Task details >> What is needed is a word-for-word transcript of the listing, free of pictures.

++++++++

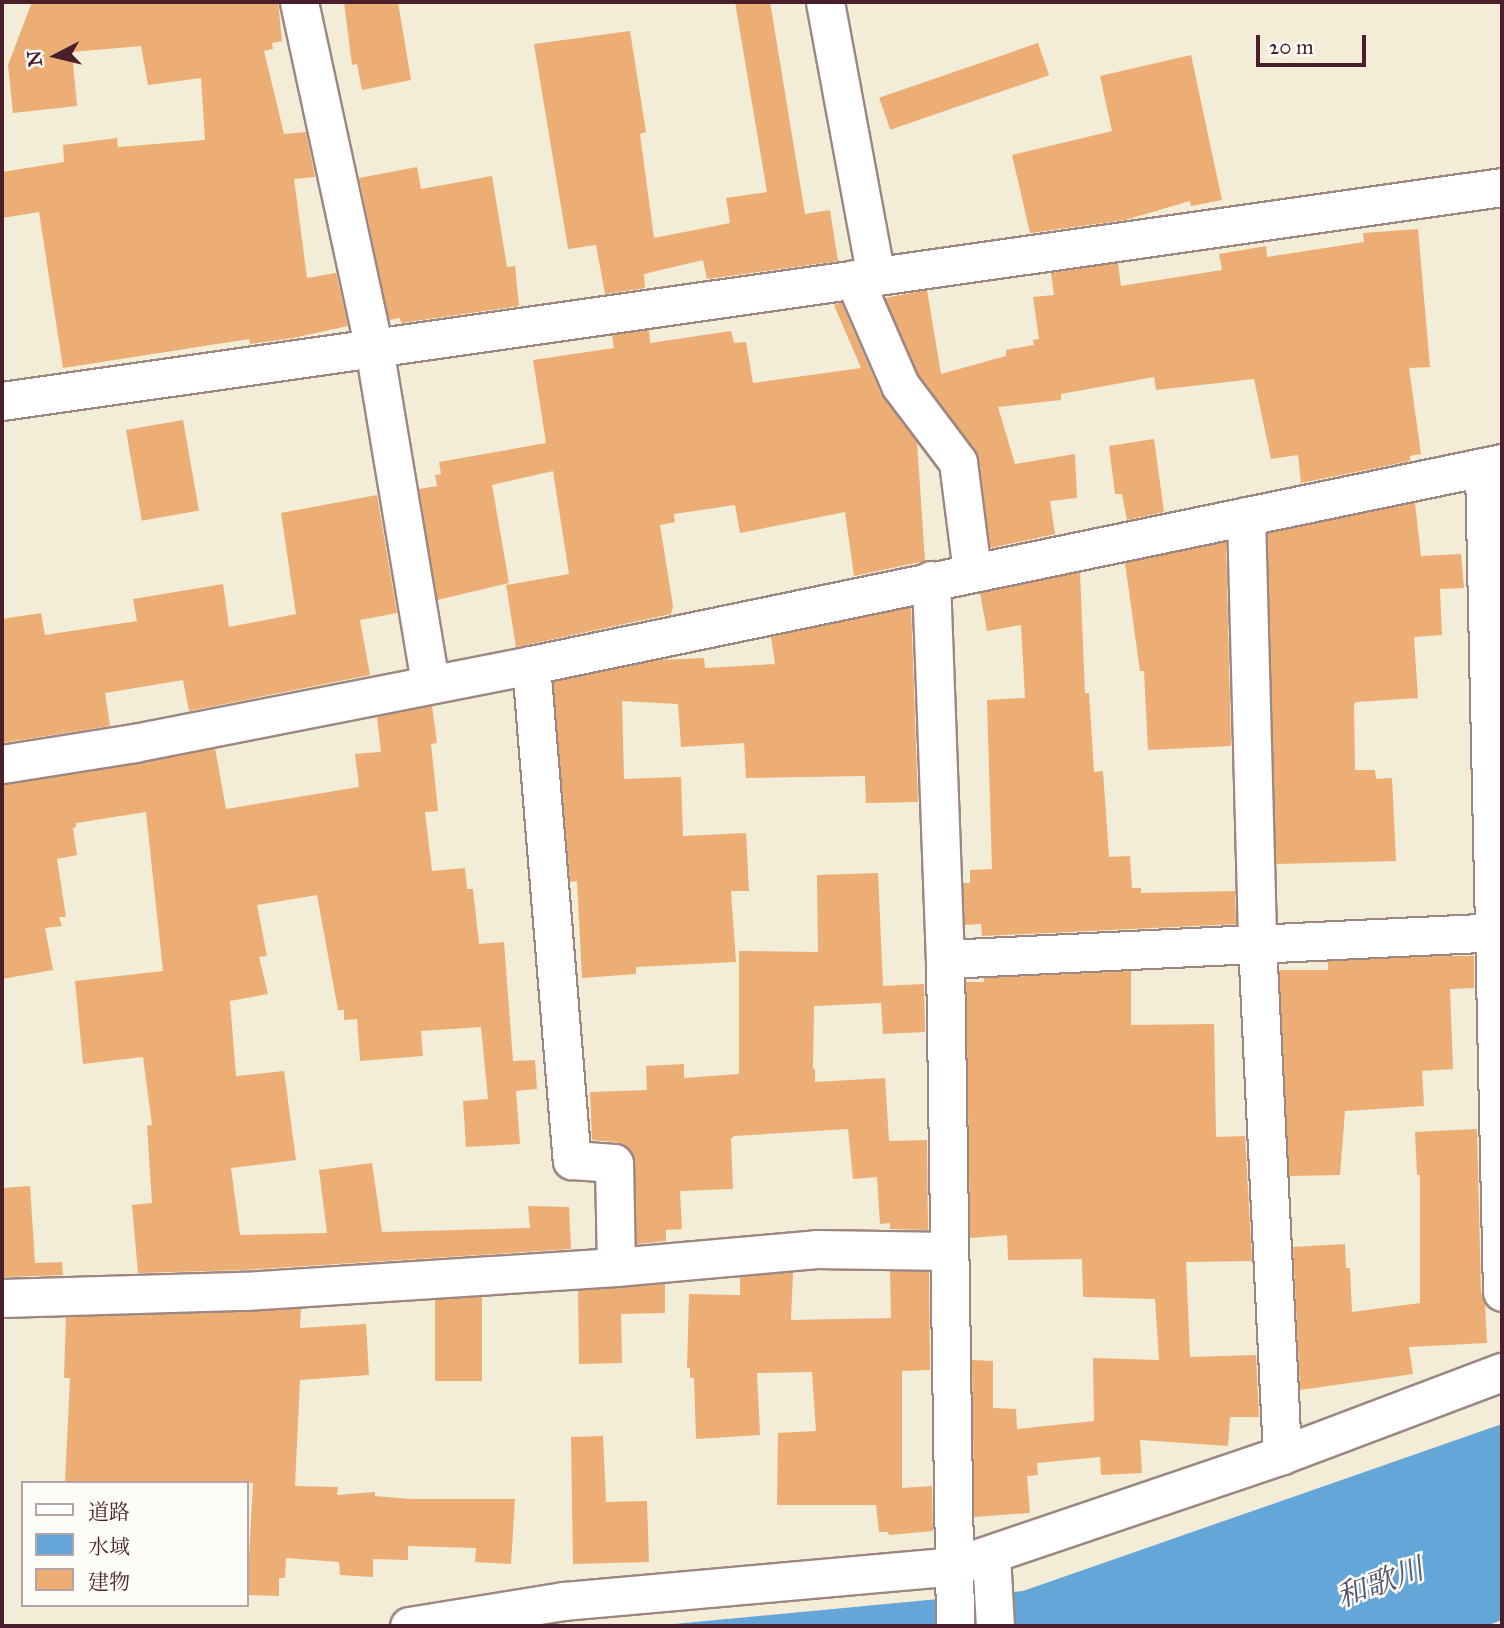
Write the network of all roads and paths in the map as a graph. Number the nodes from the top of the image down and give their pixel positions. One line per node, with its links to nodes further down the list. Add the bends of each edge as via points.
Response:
1 (299, 2): 5 (street)
2 (825, 2): 4 (street)
3 (1502, 187): 4 (street)
4 (865, 278): 5 (street); 9 (street, via 900,385 958,462)
5 (374, 348): 6 (street); 12 (street)
6 (2, 401)
7 (1493, 466): 8 (street); 14 (street)
8 (1246, 516): 9 (street); 15 (street)
9 (972, 571): 10 (street)
10 (931, 580): 11 (street); 16 (street)
11 (531, 665): 12 (street); 18 (street, via 572,1160 614,1163)
12 (430, 683): 13 (street, via 134,743)
13 (2, 764)
14 (1498, 932): 15 (street); 19 (street)
15 (1257, 943): 16 (street); 22 (street)
16 (945, 959): 17 (street)
17 (949, 1251): 18 (street, via 816,1249); 24 (street)
18 (616, 1267): 20 (street, via 245,1291)
19 (1502, 1292)
20 (2, 1298)
21 (1502, 1372): 22 (street)
22 (1282, 1455): 23 (street)
23 (991, 1555): 24 (street); 25 (street)
24 (954, 1595): 26 (street, via 564,1601)
25 (995, 1610)
26 (410, 1626)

++++++++

Worked solution >>
Write the network of all roads and paths in the map as a graph. Number the nodes from the top of the image down and give their pixel positions. One line per node, with its links to nodes further down the list. Add the bends of each edge as via points.
Response:
1 (299, 2): 5 (street)
2 (825, 2): 4 (street)
3 (1502, 187): 4 (street)
4 (865, 278): 5 (street); 9 (street, via 900,385 958,462)
5 (374, 348): 6 (street); 12 (street)
6 (2, 401)
7 (1493, 466): 8 (street); 14 (street)
8 (1246, 516): 9 (street); 15 (street)
9 (972, 571): 10 (street)
10 (931, 580): 11 (street); 16 (street)
11 (531, 665): 12 (street); 18 (street, via 572,1160 614,1163)
12 (430, 683): 13 (street, via 134,743)
13 (2, 764)
14 (1498, 932): 15 (street); 19 (street)
15 (1257, 943): 16 (street); 22 (street)
16 (945, 959): 17 (street)
17 (949, 1251): 18 (street, via 816,1249); 24 (street)
18 (616, 1267): 20 (street, via 245,1291)
19 (1502, 1292)
20 (2, 1298)
21 (1502, 1372): 22 (street)
22 (1282, 1455): 23 (street)
23 (991, 1555): 24 (street); 25 (street)
24 (954, 1595): 26 (street, via 564,1601)
25 (995, 1610)
26 (410, 1626)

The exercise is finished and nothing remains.